HBO's "John Adams" does its viewers a great service in depicting the sometimes ugly reality of the early years of the United States. It also features several great performances, including Paul Giamatti in the title role, and its period details are spot-on.
It also tends to linger on those little details, which makes for a rather sluggish pace, particularly in the first part of Sunday's premiere (parts one and two air back-to-back, and three through seven will air on subsequent Sundays). And, it must be said, the prickly, puritanical John Adams is not the easiest guy to like.
Viewers who get through that early pokiness, though, will find a lot to like in the performances of Giamatti and Laura Linney as Abigail Adams and of the dramatization of the turbulent early years of the republic as seen through Adams' eyes.
Based on David McCullough's Pulitzer Prize-winning biography (which itself is sometimes excruciatingly detailed), "John Adams" covers 50 years in the life of the man who would become the country's second president. It opens in 1770, when the 34-year-old Adams successfully defends the British soldiers involved in the Boston Massacre -- establishing right off the bat that Adams was not one to bend his principles to fit popular sentiment.
The trial also establishes a less endearing feature of Adams' personality: He knew he was often the smartest man in the room, and he wasn't shy about letting others know it as well. Throughout the four episodes that HBO sent out for review, Giamatti plays Adams as sorely lacking in the interpersonal skills that make for a successful politician; the fact that he succeeds at all is testament to the power of his ideas and the force with which he presented them.
His skills as an advocate become more obvious in part two of the miniseries, most of which is devoted to the second Continental Congress and the drafting of the Declaration of Independence. Director Tom Hooper ("Longford") and writer Kirk Ellis ("Into the West") manage to take scenes that are, essentially, a bunch of guys arguing and make them riveting, partly because the actual debate was about as far as you can get from the "Schoolhouse Rock" version of history that we learn as kids. Maybe the best scene in any of the first four parts shows the silence that falls over the room when the delegates finally vote for independence and the enormity of what they've done begins to sink in.
"John Adams" is at its best, though, when Giamatti and Linney are on screen together (which are too infrequent in parts two and three, when Adams is engaged in affairs of state). The way Linney plays Abigail Adams -- a woman of fierce intelligence and strong opinions, and probably her husband's most trusted adviser -- it's clear that John is punching above his weight in their relationship. It's also intriguing to watch the ways in which Abigail manages to take part in political discourse and to observe the relative equality of their relationship -- especially given the era in which it takes place. Even in contemporary stories, you don't often see a couple portrayed as partners to the degree that the Adamses were.
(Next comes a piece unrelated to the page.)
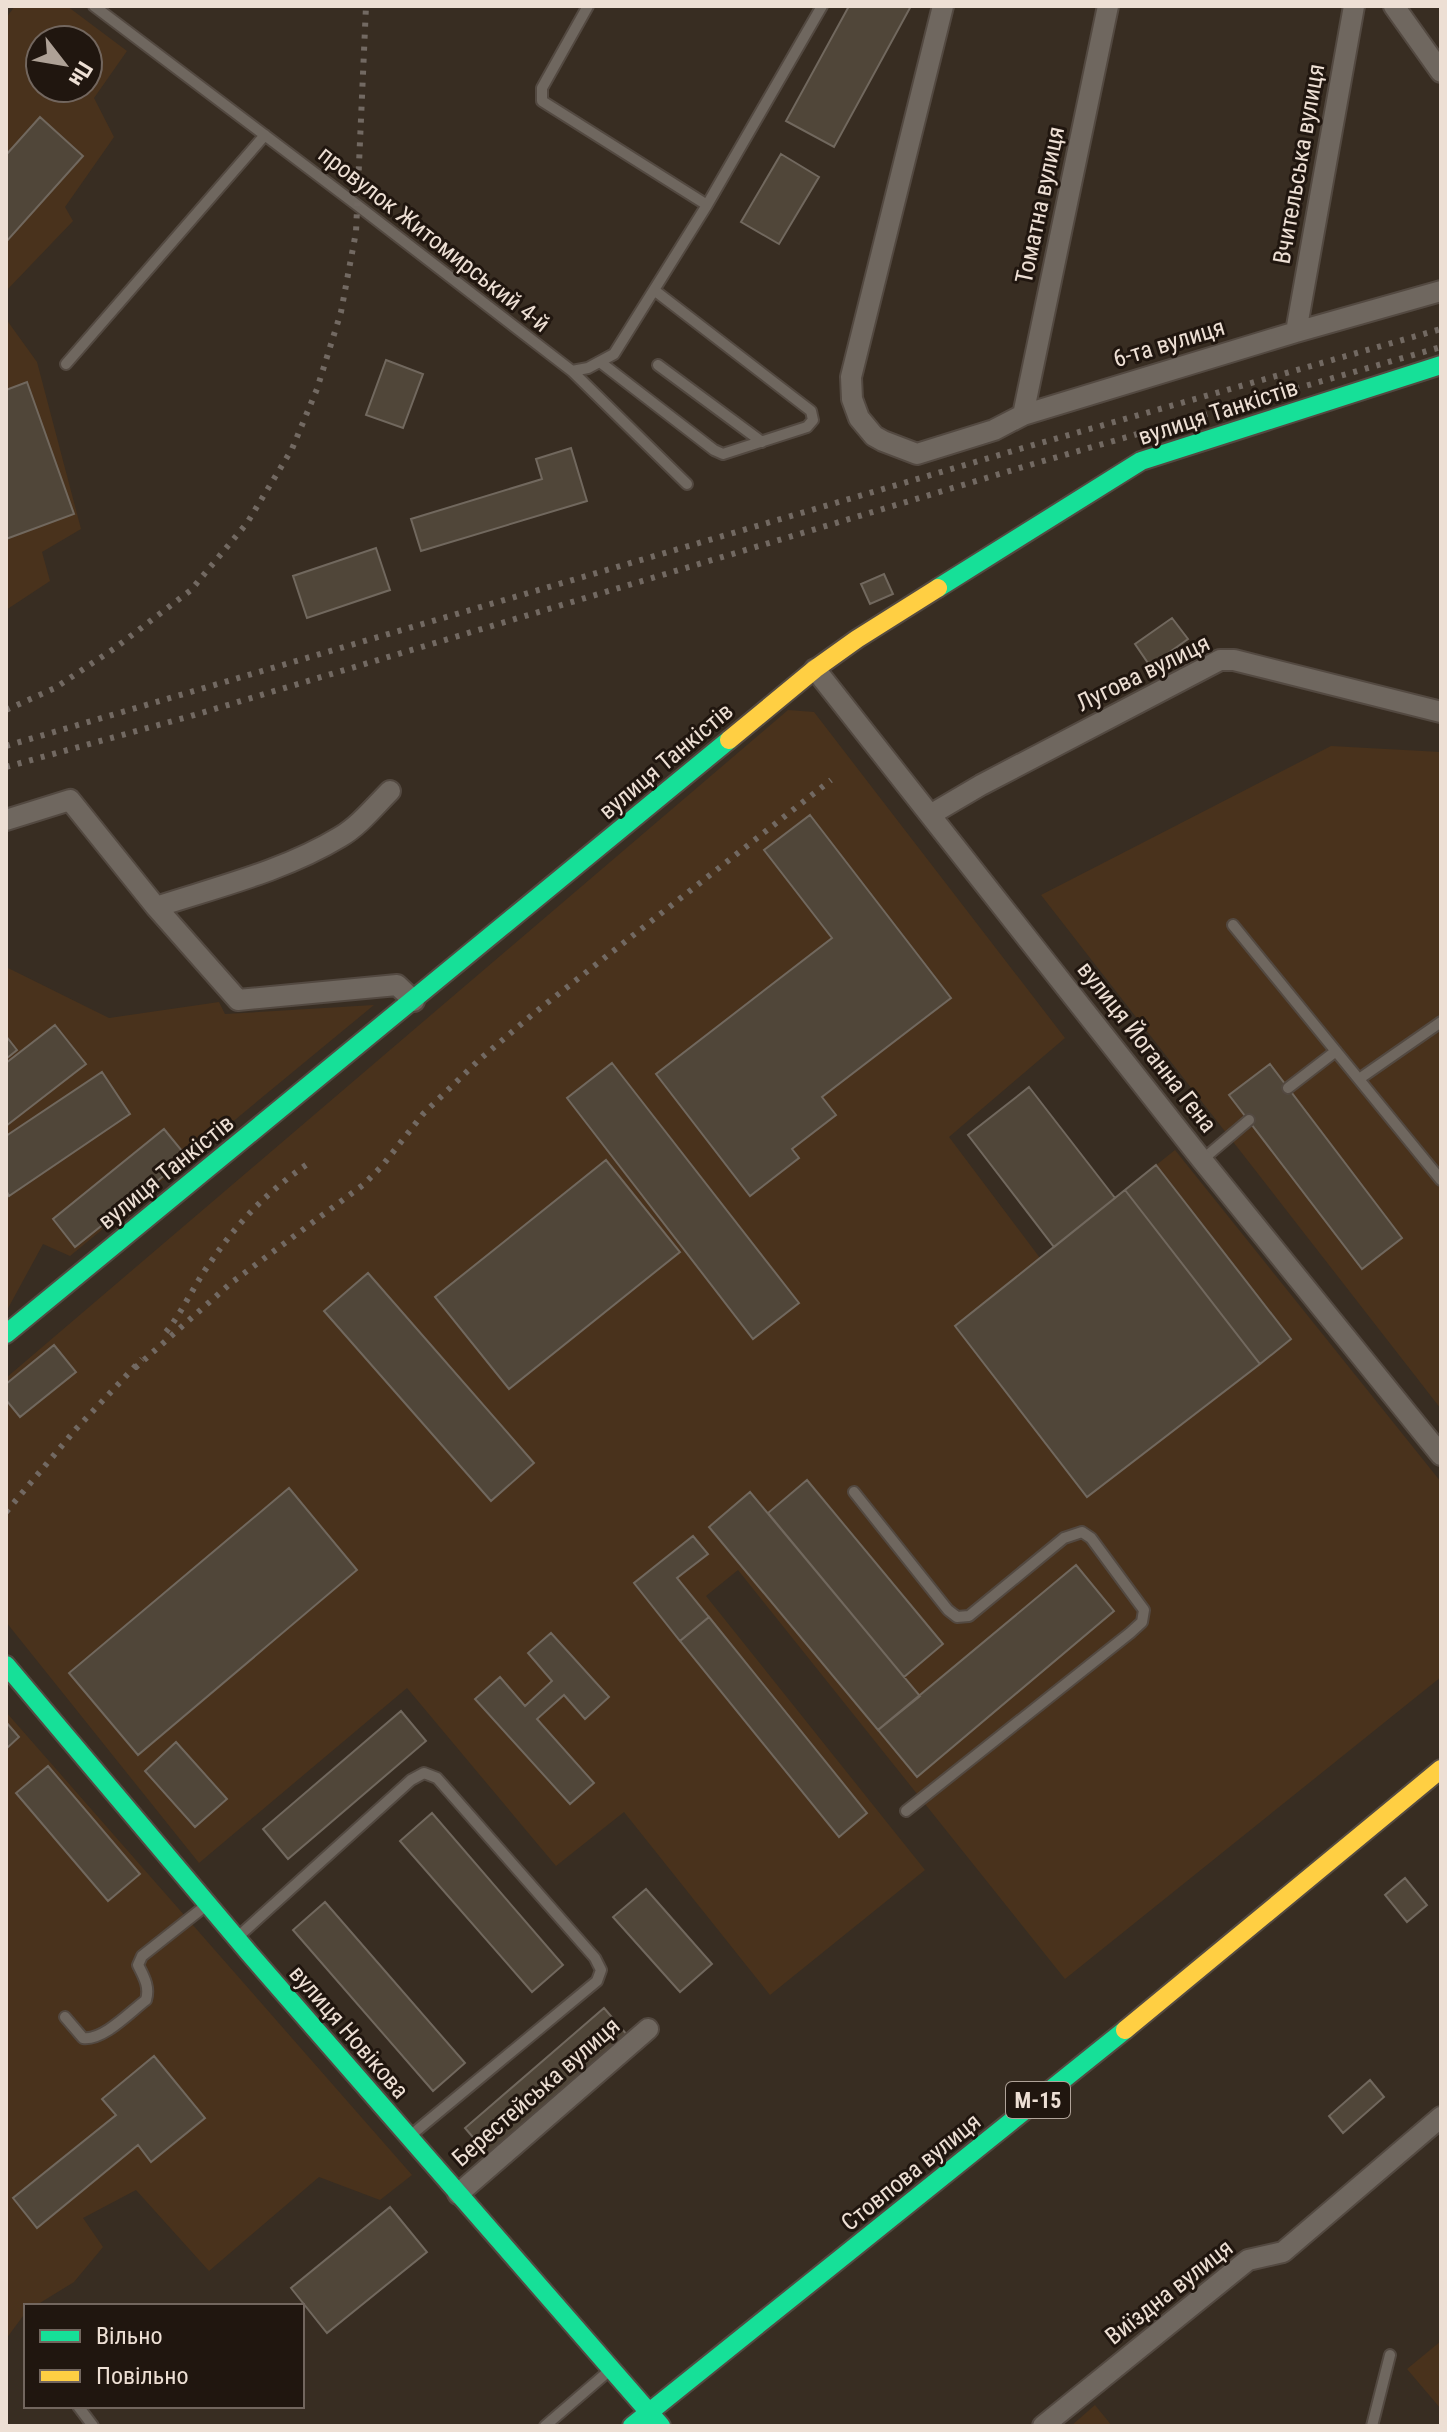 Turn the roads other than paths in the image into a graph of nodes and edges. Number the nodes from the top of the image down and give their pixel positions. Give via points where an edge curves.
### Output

The miniseries is peopled up and down with fantastic actors, including Zeljko Ivanek ("Damages") as congressional delegate John Dickinson, David Morse (in some pretty good makeup) as George Washington, Stephen Dillane ("King Arthur") as Thomas Jefferson and Danny Huston ("Children of Men") as Samuel Adams.
Best of all, though, is Tom Wilkinson ("Michael Clayton"), who plays Ben Franklin as an incorrigible thorn in many sides, willing to both play to and undercut people's expectations of him. Early on, his lines are a little heavy with the Franklin aphorisms -- "Fish and visitors smell in three days" and the like -- but Wilkinson handles it all magnificently, never losing the twinkle in Franklin's eye.
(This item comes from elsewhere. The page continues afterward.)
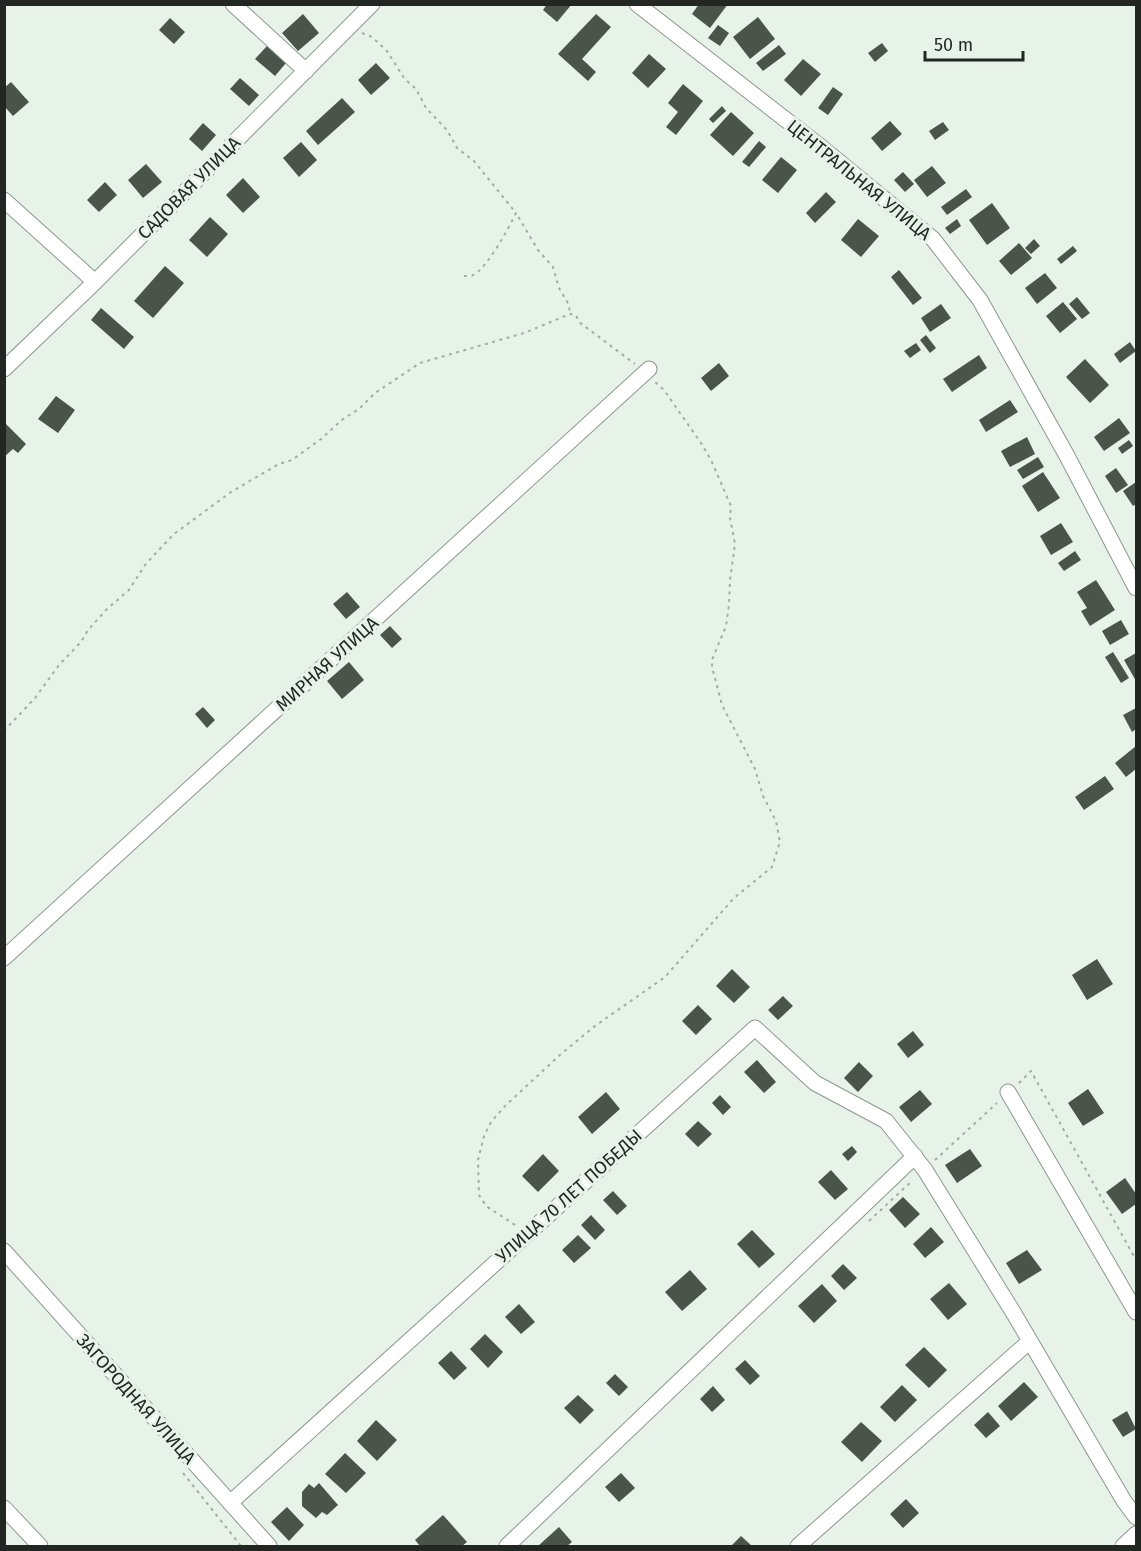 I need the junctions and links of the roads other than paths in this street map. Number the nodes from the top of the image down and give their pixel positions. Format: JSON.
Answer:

Other critics have taken issue with the casting of Giamatti, the go-to actor for rueful, shlubby Everyman roles, apparently thinking him insufficiently presidential. In reading and watching "John Adams," though, that seems to be part of the point: Here was a man who wasn't a part of the aristocracy or merchant class, who had no flair for diplomacy and could be a stern and distant father. That Giamatti should play him seems just about right.
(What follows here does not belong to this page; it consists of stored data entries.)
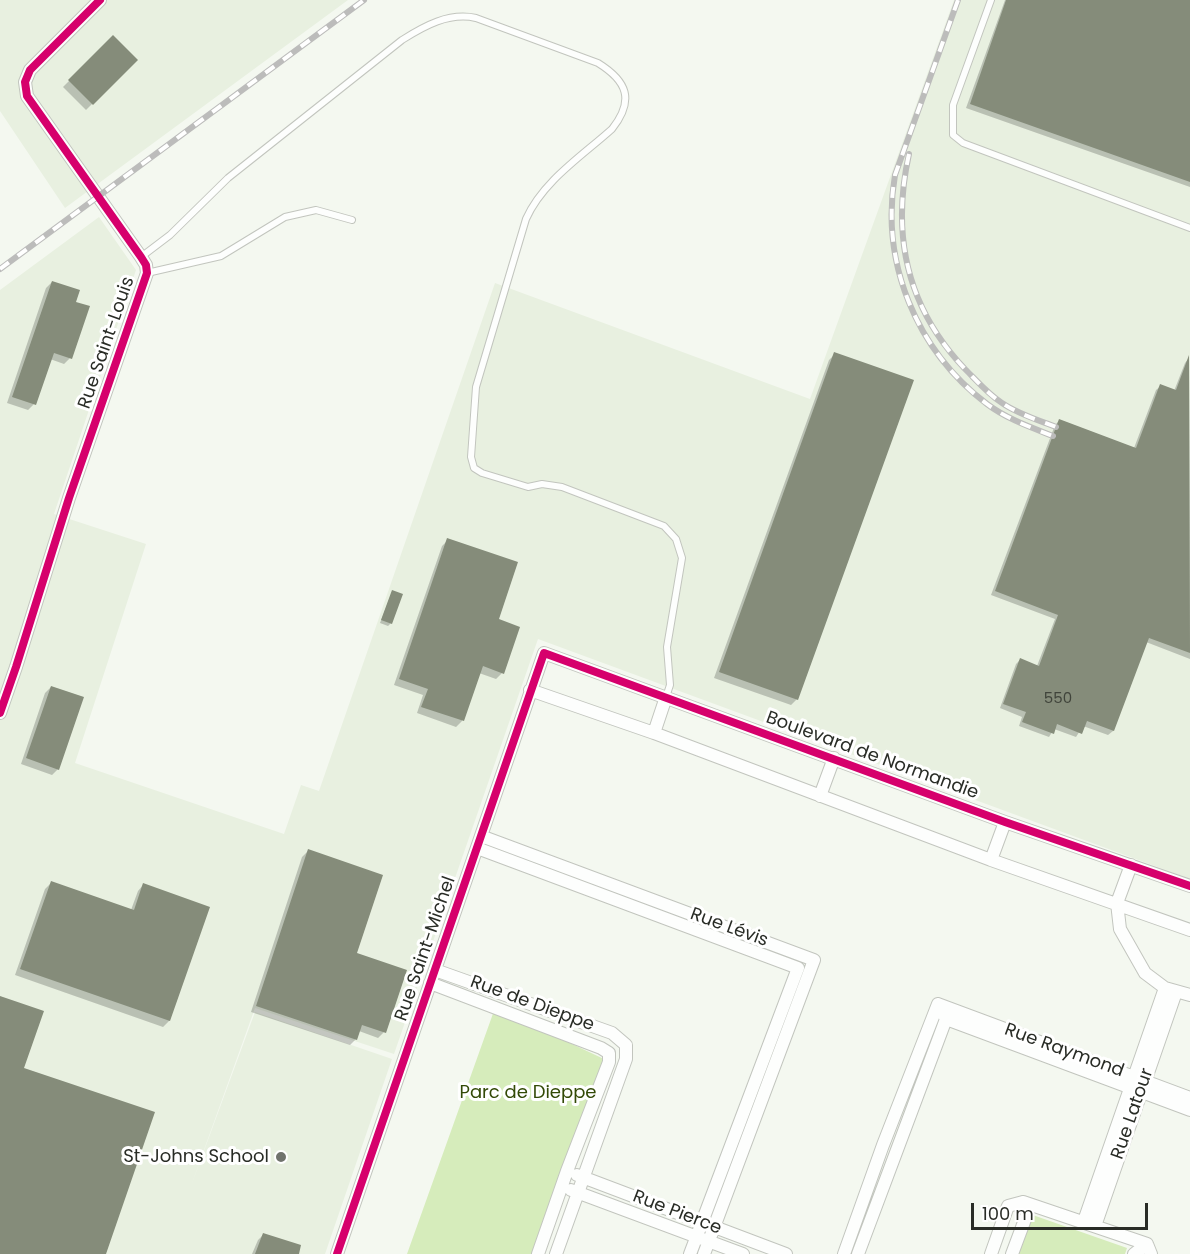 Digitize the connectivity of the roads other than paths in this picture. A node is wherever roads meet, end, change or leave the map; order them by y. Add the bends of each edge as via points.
1 (100, 0) edge
2 (992, 0) edge
3 (352, 220) dead end
4 (1190, 228) edge
5 (141, 257) junction
6 (147, 273) junction
7 (544, 653) joint
8 (530, 690) junction
9 (666, 697) junction
10 (0, 713) edge
11 (654, 733) junction
12 (834, 758) junction
13 (820, 796) junction
14 (1005, 822) junction
15 (479, 842) junction
16 (991, 860) junction
17 (1131, 864) junction
18 (1190, 886) edge
19 (644, 896) junction
20 (1117, 903) junction
21 (639, 909) junction
22 (1190, 930) edge
23 (814, 960) junction
24 (798, 968) junction
25 (435, 970) junction
26 (430, 983) junction
27 (1170, 990) junction
28 (1190, 994) edge
29 (938, 1004) junction
30 (946, 1019) junction
31 (626, 1045) junction
32 (609, 1053) junction
33 (1138, 1084) junction
34 (1190, 1098) edge
35 (755, 1100) junction
36 (1190, 1110) edge
37 (883, 1145) junction
38 (896, 1150) junction
39 (567, 1171) junction
40 (583, 1177) junction
41 (562, 1186) junction
42 (578, 1192) junction
43 (1023, 1202) junction
44 (1089, 1223) junction
45 (708, 1224) junction
46 (703, 1239) junction
47 (1149, 1249) edge
48 (337, 1254) edge
49 (538, 1254) edge
50 (556, 1254) edge
51 (690, 1254) edge
52 (704, 1254) edge
53 (744, 1254) edge
54 (786, 1254) edge
55 (844, 1254) edge
56 (858, 1254) edge
57 (991, 1254) edge
58 (1012, 1254) edge
59 (1134, 1254) edge

1 - 5 street, Rue Saint-Louis via 30,70 25,82 27,96
2 - 4 lane via 953,105 953,135 963,143
3 - 6 lane via 315,210 285,217 221,256
5 - 6 street, Rue Saint-Louis
5 - 9 lane via 170,235 228,178 422,28 465,15 598,63 614,73 625,96 620,118 543,191 526,219 476,387 471,457 474,468 482,473 528,487 562,487 664,526 676,539 682,558 667,647 670,685
6 - 10 street, Rue Saint-Louis
7 - 8 street, Rue Saint-Michel
7 - 9 street, Boulevard de Normandie
8 - 11 street
8 - 15 street, Rue Saint-Michel
9 - 11 street
9 - 12 street, Boulevard de Normandie
11 - 13 street
12 - 13 street, Boulevard de Normandie
12 - 14 street, Boulevard de Normandie
13 - 16 street
14 - 16 street
14 - 17 street, Boulevard de Normandie
15 - 19 street, Rue Lévis
15 - 21 street, Rue Lévis
15 - 25 street, Rue Saint-Michel
16 - 20 street
17 - 18 street, Boulevard de Normandie
17 - 20 street
19 - 21 street
19 - 23 street, Rue Lévis
20 - 22 street
20 - 27 street via 1120,928 1145,973
21 - 24 street, Rue Lévis
23 - 24 street
23 - 35 street
24 - 35 street
25 - 26 street, Rue Saint-Michel
25 - 31 street, Rue de Dieppe via 612,1033
26 - 32 street, Rue de Dieppe
26 - 48 street, Rue Saint-Michel
27 - 28 street
27 - 33 street, Rue Latour
29 - 30 street
29 - 33 street, Rue Raymond
29 - 37 street
30 - 33 street, Rue Raymond
30 - 38 street
31 - 32 street, Rue de Dieppe
31 - 40 street via 626,1059
32 - 39 street, Rue de Dieppe via 609,1062
33 - 34 street, Rue Raymond
33 - 36 street, Rue Raymond
33 - 44 street, Rue Latour
35 - 45 street
37 - 38 street
37 - 55 street
38 - 56 street
39 - 40 street, Rue Pierce
39 - 41 street, Rue de Dieppe
40 - 42 street
40 - 45 street, Rue Pierce
41 - 42 street, Rue Pierce
41 - 49 street, Rue de Dieppe
42 - 46 street, Rue Pierce
42 - 50 street
43 - 44 street
43 - 57 street via 1008,1206
43 - 58 street via 1027,1214
44 - 47 street
45 - 46 street
45 - 54 street, Rue Pierce
46 - 51 street
46 - 52 street
46 - 53 street, Rue Pierce
47 - 59 street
As was the case with HBO's last historical epic, "Band of Brothers," "John Adams" looks and sounds authentic, right down to the powdered wig that keeps slipping off Adams' head. (Both were executive produced by Tom Hanks and Gary Goetzman's Playtone.) When the atmosphere is so richly detailed, it informs the performances and makes the whole exercise that much more believable. Pacing issues aside, "John Adams" works very well in evoking both the man and the country he helped build.